E) Will compare call stacks of the most CPU time-consuming threads in both snapshots.
Memory dump collection part
Configuring ProcDump
The ProcDump is a powerful and lightweight tool by Sysinternals. We are going to launch it with following args:
procdump64.exe -c 80 -s 2 -ma w3wp.exe -w -n 3
-c 80
specifies the CPU load percent (80%
in the case) to trigger the rule
-s 2
number of seconds (2
in the case) CPU load stays above limit
-ma
produce full memory snapshot/userdump
w3wp.exe
name or ID of the process to inspect
-w
can wait if application has not started yet
-n 3
create a number (3
in the case) snapshots before exiting.
Notes
-
ProcDump must be running with
admin
credentials. -
At least 2 snapshots are needed to find out the cause of the high CPU.
-
The system should have enough free space ( at least 3 times more than process memory usage ).
-
The exact process would be monitored.

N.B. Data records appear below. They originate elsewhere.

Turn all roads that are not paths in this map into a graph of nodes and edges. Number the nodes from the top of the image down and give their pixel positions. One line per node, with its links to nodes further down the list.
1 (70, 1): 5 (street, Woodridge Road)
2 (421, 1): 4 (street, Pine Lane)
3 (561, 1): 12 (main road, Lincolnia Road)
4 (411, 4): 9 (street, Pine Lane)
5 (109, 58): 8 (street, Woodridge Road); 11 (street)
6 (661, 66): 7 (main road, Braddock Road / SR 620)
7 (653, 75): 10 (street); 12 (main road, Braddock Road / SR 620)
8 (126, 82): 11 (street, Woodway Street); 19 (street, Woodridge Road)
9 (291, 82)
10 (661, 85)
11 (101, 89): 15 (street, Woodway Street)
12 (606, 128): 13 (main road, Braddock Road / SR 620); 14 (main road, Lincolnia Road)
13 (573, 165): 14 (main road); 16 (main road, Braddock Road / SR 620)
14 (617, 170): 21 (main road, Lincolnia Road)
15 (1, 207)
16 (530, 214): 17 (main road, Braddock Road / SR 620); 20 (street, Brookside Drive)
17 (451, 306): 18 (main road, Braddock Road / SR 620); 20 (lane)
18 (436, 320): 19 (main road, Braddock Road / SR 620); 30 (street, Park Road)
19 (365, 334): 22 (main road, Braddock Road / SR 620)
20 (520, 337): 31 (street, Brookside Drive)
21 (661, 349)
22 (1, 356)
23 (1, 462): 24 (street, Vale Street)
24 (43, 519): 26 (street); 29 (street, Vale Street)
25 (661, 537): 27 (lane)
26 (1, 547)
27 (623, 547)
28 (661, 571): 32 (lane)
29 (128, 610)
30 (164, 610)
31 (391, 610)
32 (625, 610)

Do not expect snapshots once another process started.
-
Since process must be fully suspended to create a memory snapshot, it will not reply to IIS Ping command and could be terminated before full snapshot produced.
Investigation part
Please refer to Opening Memory Snapshots generated on other machines locally article in order to load snapshots into WinDbg.

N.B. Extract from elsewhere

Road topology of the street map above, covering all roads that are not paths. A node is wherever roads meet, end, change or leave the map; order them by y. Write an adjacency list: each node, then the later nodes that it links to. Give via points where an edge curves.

Open a few instances of WinDbg with different memory snapshots.
Getting time-related information
You can get snapshot generation time via .time
command:
We have 2 snapshots produced in 10 seconds for the demo.
Confirming high CPU
Next, we gonna check the CPU usage when the snapshot was created via !ThreadPool
command:
The CPU usage in both snapshots is more than 80
percent per ProcDump setting.
Locating suspects
Wanna see what threads took CPU time? Easy with !runaway
command:
There are 4 threads that took almost 5 sec of CPU time in 10 seconds.
Simple math shows 4 threads *5 seconds = 20 seconds [ not 10 :) ]. I have the multi-core processor, so it is okay.
NOTES
The value is aggregated time taken by the thread from the moment of creation. The longer application works, the higher numbers you'll get.
It is vital to have at least 2 snapshots to measure aggregated time growth in the short interval.
The longer delay between snapshots, the higher chances not to meet the same operation in both snapshots.
As a result, snapshots may not bring closer to the reason.
Do we suspect system threads?
Next we gonna find system threads ( f.e. GC, Finalizer... ) via !threads -special
command:
None of suspected time-consuming threads is the system. It means user code provokes CPU usage.
NOTES
GC threads would take noticeable CPU time in applications that produce high memory pressure ( a lot of allocations & tons of short lived objects ).
The more objects stay in RAM, the more difficult it gets for GC to clean up.
Examine suspects one by one
We need go to check call stacks for threads one by one ( via !clrstack
or !mk
(sosex) ), and check if same operation is being executed:
Yes! Same operation and same object :) Although this is a thread without information who launched it, we can find who prevents an object from being collected via !gcroot
command:
It seems like StartupProcessor
constructs an instance of CpuLoadProducer
in the GiveHighCPU
method.
The regenerated code from snapshot confirms our findings:
private void GiveHighCPU()
using (new CpuLoadProducer(85))
Thread.Sleep(TimeSpan.FromMinutes(5));
Why is StartupProcessor called?
Switching to 3248
thread (aka #3 from !runaway
) shows us the exact reason:
The StartupProcessor
is located inside initialize
pipeline that is executed when Application starts.
Case solved.
Summary
ProcDump
tool was configured to capture snapshots just in time.- Resulting snapshots were loaded into WinDbg and ordered by time. The high CPU was confirmed.
- CPU time accumulated per thread was compared between snapshots, and a few with maximum gain were added to
suspects
list. Suspects
are not system threads.- Same operation by same object instance was performed by
suspected
thread in both snapshots. - The source code of the callee object class was regenerated.
- The logic produced
suspected
object was located & reason of a call was determined.
Life is not that easy
The demo show is the simplest high CPU case, things will get complicated fast in real life.
I strongly encourage you to follow the same steps locally using the processor & configuration under the link.
Good luck :)